Modras described Ratzinger as "truly a scholar, a man of books." He added that German professors read books they are working on as lectures, which does not make them very exciting. This meant that professors were "not used to student criticisms."
Modras said that Ratzinger was known for taking a hard line against criticism of the pope.
"I do not believe that he will be the Panzer Pope," Modras said.
Modras said that Benedict XVI will make an effective pope because of his expansive academic background.
"I can't think of any pope who has his [Ratzinger's] academic credentials," he said. "John Paul II was a philosopher who wrote ponderously. Ratzinger is capable of writing lyrically.
"He has been judged through the prism of his job as chief enforcer of orthodoxy, the prefect for the congregation for the defense of the faith. But his job as pope will be not only to defend the faith but to pass it on…to preach it, and I believe that he will return to the skills that he honed as a university professor."
Modras hopes that Ratzinger taking the name Benedict will mean a time of peace for the Roman Catholic Church.
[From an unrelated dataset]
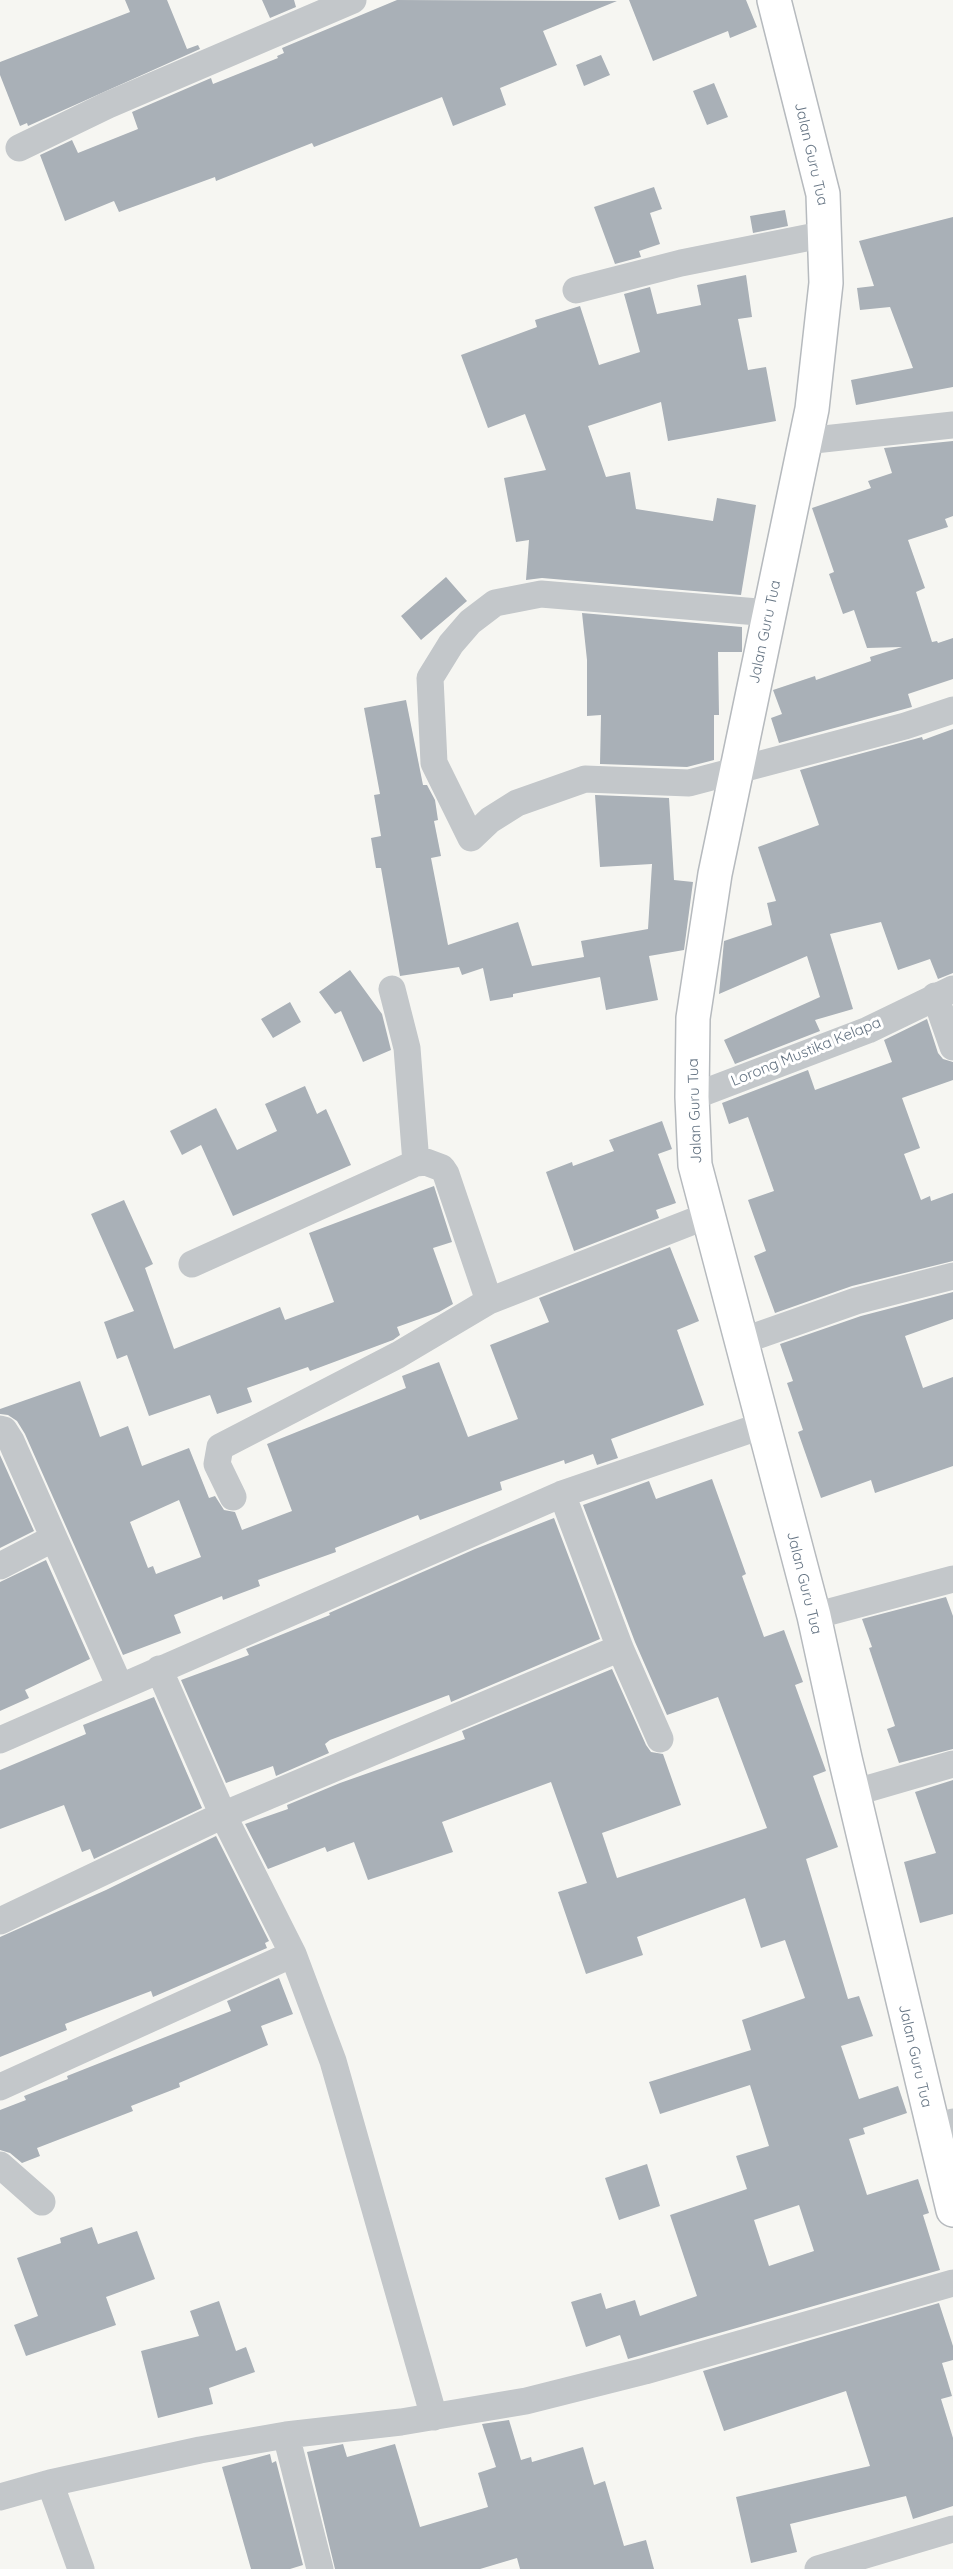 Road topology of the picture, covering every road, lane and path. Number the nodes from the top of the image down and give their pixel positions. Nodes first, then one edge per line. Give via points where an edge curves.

The previous Pope Benedict "inherited a very polarized church and healed that polarization."
"[I] hope that his choice of that name will try to heal some of the polarities present in the Roman Catholic Church today," he said.
"He knows the distinction between the heart of doctrine and the way it is expressed, and he is capable of surprising us," Modras said, referring to the viewpoint that Ratzinger will be a pope that holds fast to the preachings of Pope John Paul II.